The following example is in json-patch+json format:
PATCH /api/user/1/metadata HTTP/1.1
[
{
"op": "add",
"path": "/0/value",
"value": "newFoo"
},
{
"op": "add",
"path": "/2",
"value": { "type": "string", "value": "totally new entry" }
},
{
"op": "remove",
"path": "/1"
},
]
The path is defined as a JSON Pointer for the invoked resource.
The add operation of the JSON-Patch type is defined as:
If the target location specifies an array index, a new value is inserted into the array at the specified index.
If the target location specifies an object member that does not already exist, a new member is added to the object.
If the target location specifies an object member that does exist, that member's value is replaced.
For the removal case however, the spec states:
If removing an element from an array, any elements above the specified index are shifted one position to the left.
Therefore the newly added entry would end up in position 2 in the array.
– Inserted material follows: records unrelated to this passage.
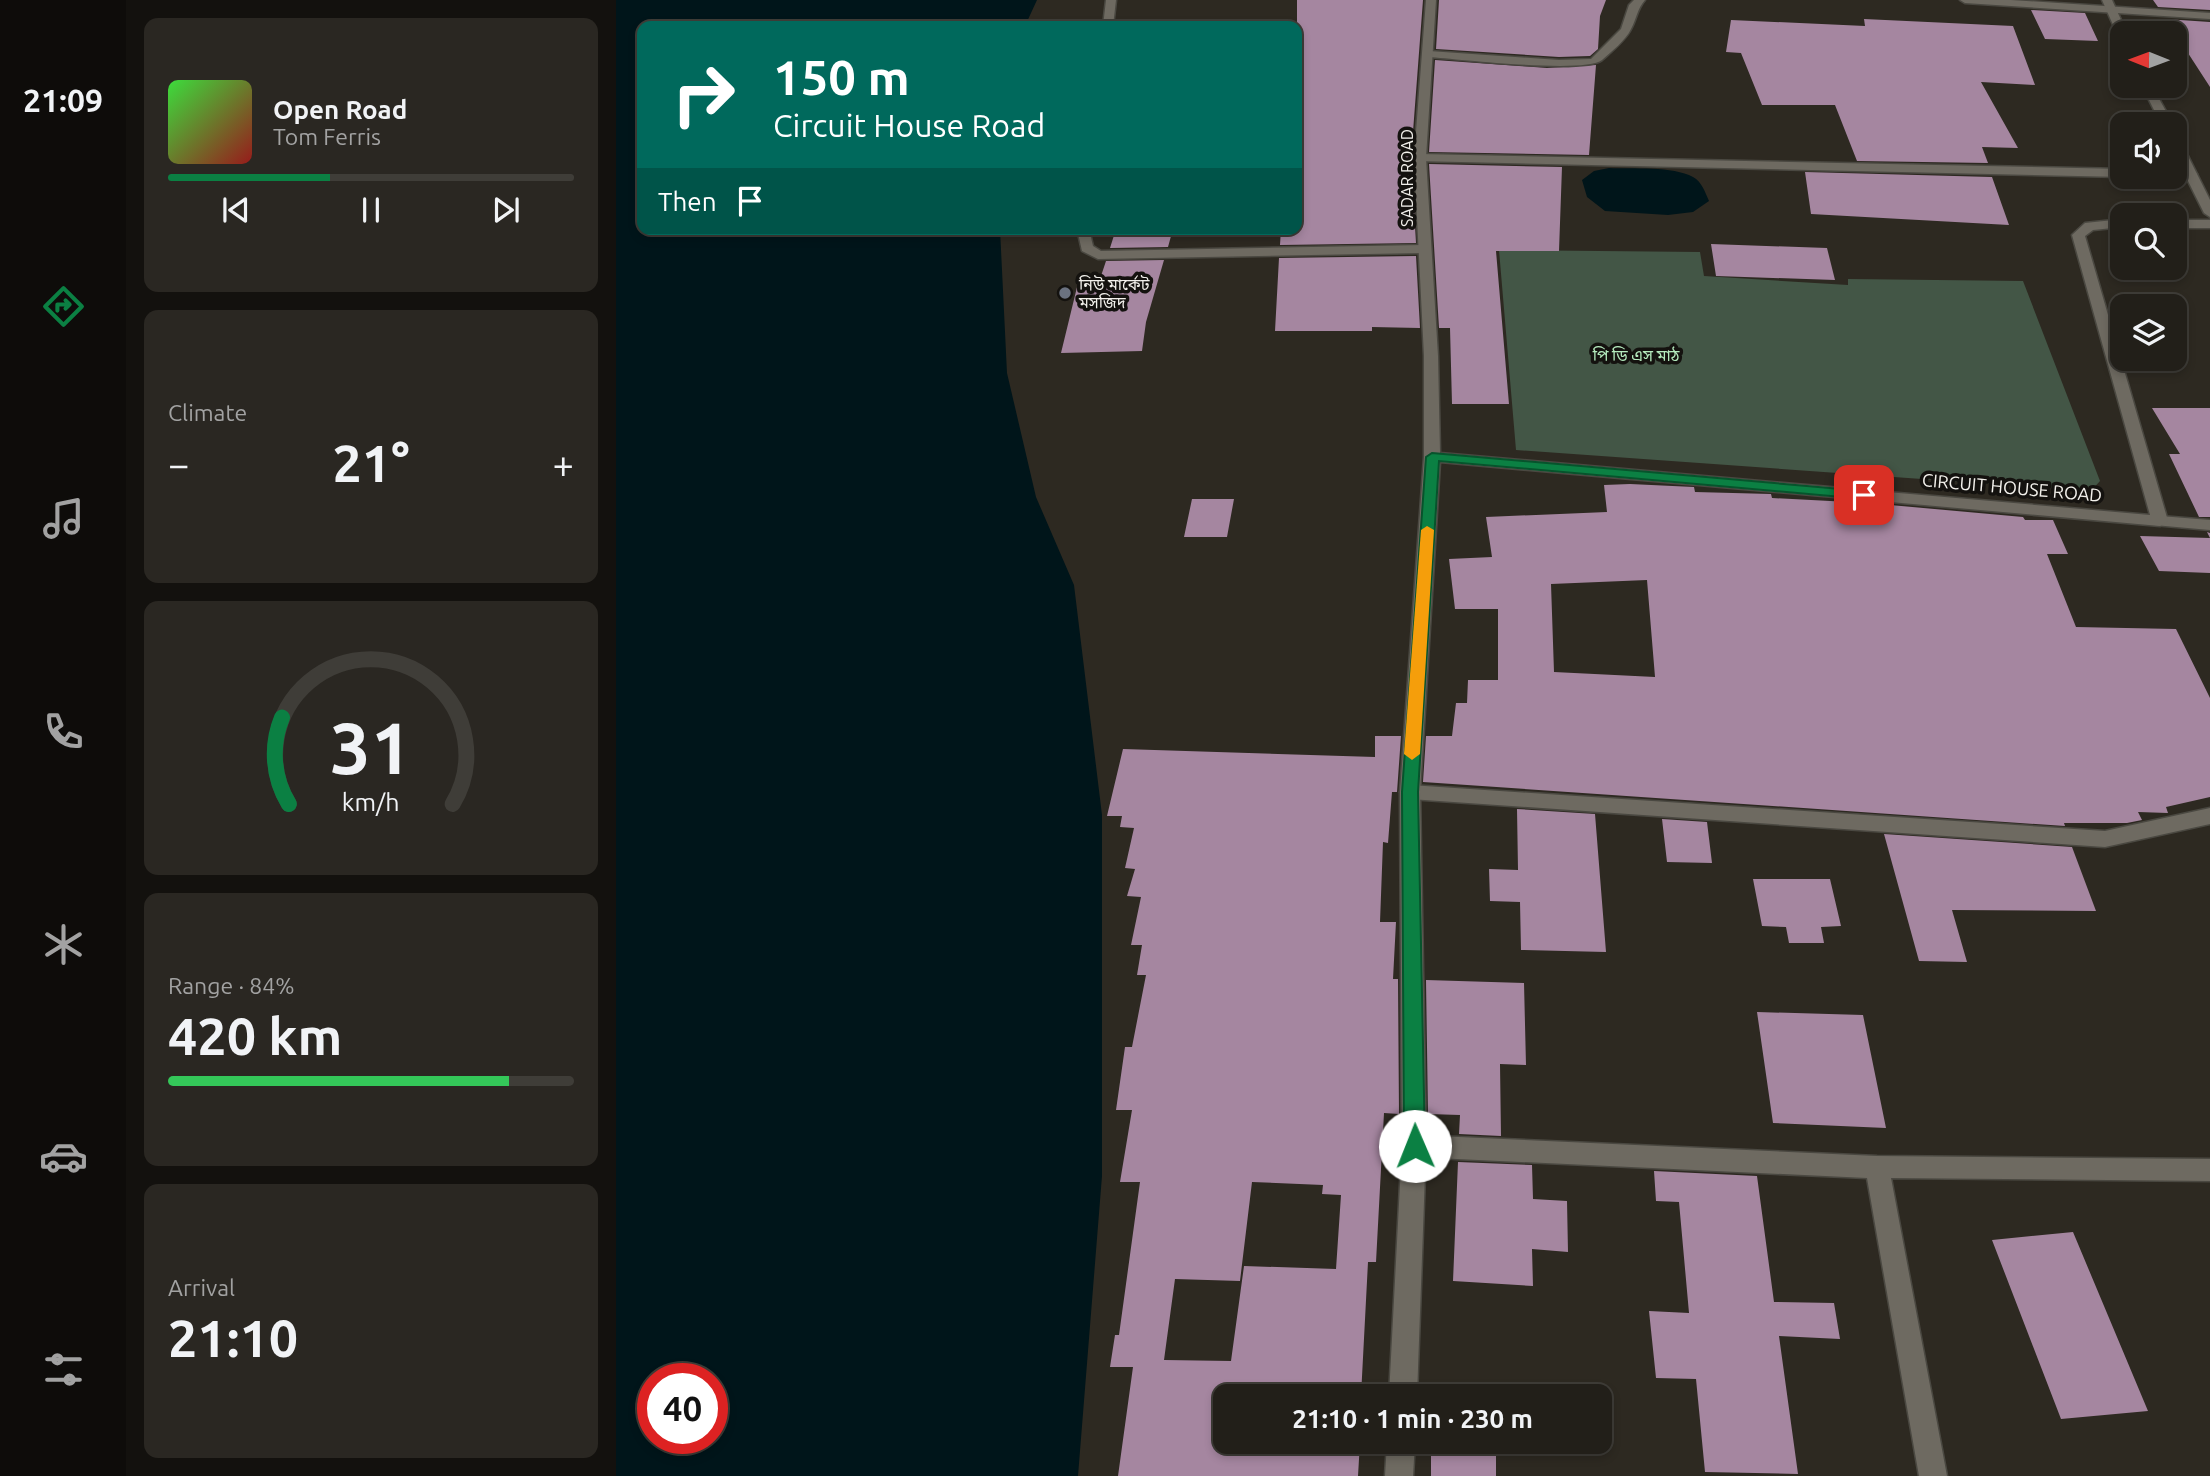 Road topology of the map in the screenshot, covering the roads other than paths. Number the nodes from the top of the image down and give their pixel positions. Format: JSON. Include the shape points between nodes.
{"nodes":[{"id":1,"x":1111,"y":0,"type":"edge"},
{"id":2,"x":1431,"y":0,"type":"edge"},
{"id":3,"x":1640,"y":0,"type":"edge"},
{"id":4,"x":1965,"y":0,"type":"edge"},
{"id":5,"x":2108,"y":5,"type":"edge"},
{"id":6,"x":2210,"y":16,"type":"edge"},
{"id":7,"x":1109,"y":21,"type":"edge"},
{"id":8,"x":2116,"y":21,"type":"edge"},
{"id":9,"x":1429,"y":54,"type":"junction"},
{"id":10,"x":1420,"y":158,"type":"junction"},
{"id":11,"x":2187,"y":166,"type":"edge"},
{"id":12,"x":2110,"y":173,"type":"edge"},
{"id":13,"x":2187,"y":174,"type":"edge"},
{"id":14,"x":2191,"y":174,"type":"junction"},
{"id":15,"x":2210,"y":213,"type":"edge"},
{"id":16,"x":2110,"y":224,"type":"edge"},
{"id":17,"x":2187,"y":224,"type":"edge"},
{"id":18,"x":2210,"y":224,"type":"edge"},
{"id":19,"x":1084,"y":235,"type":"edge"},
{"id":20,"x":1423,"y":248,"type":"junction"},
{"id":21,"x":1432,"y":457,"type":"junction"},
{"id":22,"x":2160,"y":521,"type":"junction"},
{"id":23,"x":2210,"y":525,"type":"edge"},
{"id":24,"x":1410,"y":792,"type":"junction"},
{"id":25,"x":2210,"y":816,"type":"edge"},
{"id":26,"x":1415,"y":1146,"type":"junction"},
{"id":27,"x":1877,"y":1167,"type":"junction"},
{"id":28,"x":2210,"y":1170,"type":"edge"},
{"id":29,"x":1404,"y":1384,"type":"edge"},
{"id":30,"x":1400,"y":1454,"type":"edge"},
{"id":31,"x":1399,"y":1476,"type":"edge"},
{"id":32,"x":1933,"y":1476,"type":"edge"}],
"edges":[{"from":1,"to":7,"type":"street"},
{"from":2,"to":9,"type":"street","name":"SADAR ROAD"},
{"from":3,"to":9,"type":"street","via":[[1626,30],[1595,61],[1559,63]]},
{"from":4,"to":5,"type":"street"},
{"from":5,"to":6,"type":"street"},
{"from":5,"to":8,"type":"street"},
{"from":9,"to":10,"type":"street","name":"SADAR ROAD"},
{"from":10,"to":12,"type":"street"},
{"from":10,"to":20,"type":"street","name":"SADAR ROAD"},
{"from":11,"to":14,"type":"street"},
{"from":13,"to":14,"type":"street"},
{"from":14,"to":15,"type":"street"},
{"from":16,"to":22,"type":"street","via":[[2090,226],[2078,235]]},
{"from":17,"to":18,"type":"street"},
{"from":19,"to":20,"type":"street","via":[[1087,248],[1098,254]]},
{"from":20,"to":21,"type":"street","name":"SADAR ROAD"},
{"from":21,"to":22,"type":"street","name":"CIRCUIT HOUSE ROAD"},
{"from":21,"to":24,"type":"street","name":"SADAR ROAD"},
{"from":22,"to":23,"type":"street","name":"CIRCUIT HOUSE ROAD"},
{"from":24,"to":25,"type":"street","via":[[2105,839]]},
{"from":24,"to":26,"type":"street","name":"SADAR ROAD"},
{"from":26,"to":27,"type":"street"},
{"from":26,"to":29,"type":"street","name":"SADAR ROAD"},
{"from":27,"to":28,"type":"street"},
{"from":27,"to":32,"type":"street"},
{"from":30,"to":31,"type":"street"}]} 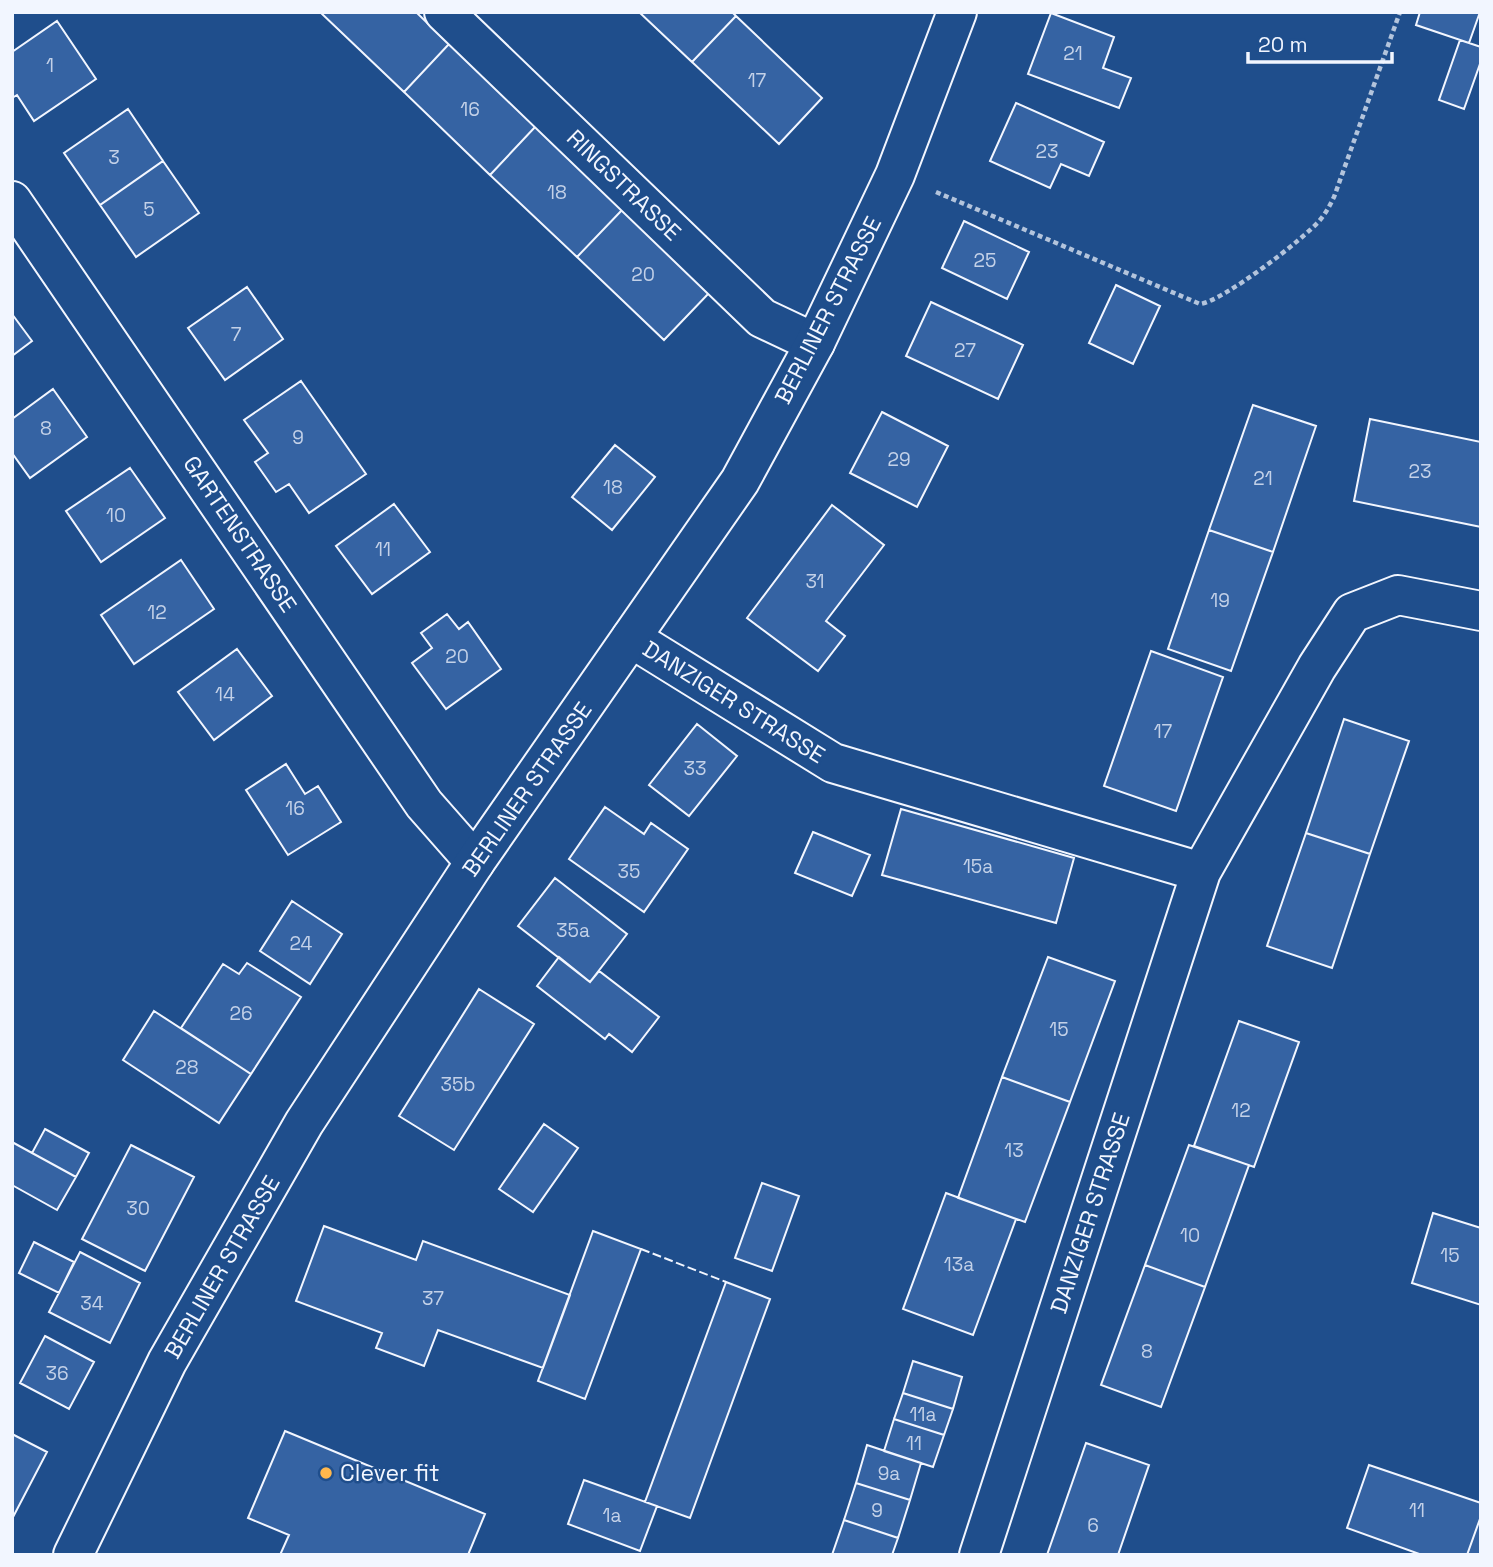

If not an auto-increment value is used for the ID, this should not be a big problem though.
Besindes add, and remove the spec also contains definitions for replace, move, copy and test.
The PATCH should be transactional - either all operations succeed or none. The spec states:
If a normative requirement is violated by a JSON Patch document, or if an operation is not successful, evaluation of the JSON Patch document SHOULD terminate and application of the entire patch document SHALL NOT be deemed successful.
I'll interpret this lines as, if it tries to update a field which it is not supposed to update, you should return an error for the whole PATCH request and therefore do not alter any resources.
Drawback to the PATCH approach is clearly the transactional requirement as well as the JSON Pointer notation, which might not be that popular (at least I haven't used it often and had to look it up again). Same as with PUT, PATCH allows to add new resources inbetween existing resources and shifting further ones to the right which may lead to an issue if you rely on autoincrement values.
Therefore, I strongly recommend to use randomly generated UUIDs as identifier rather than auto-increment values.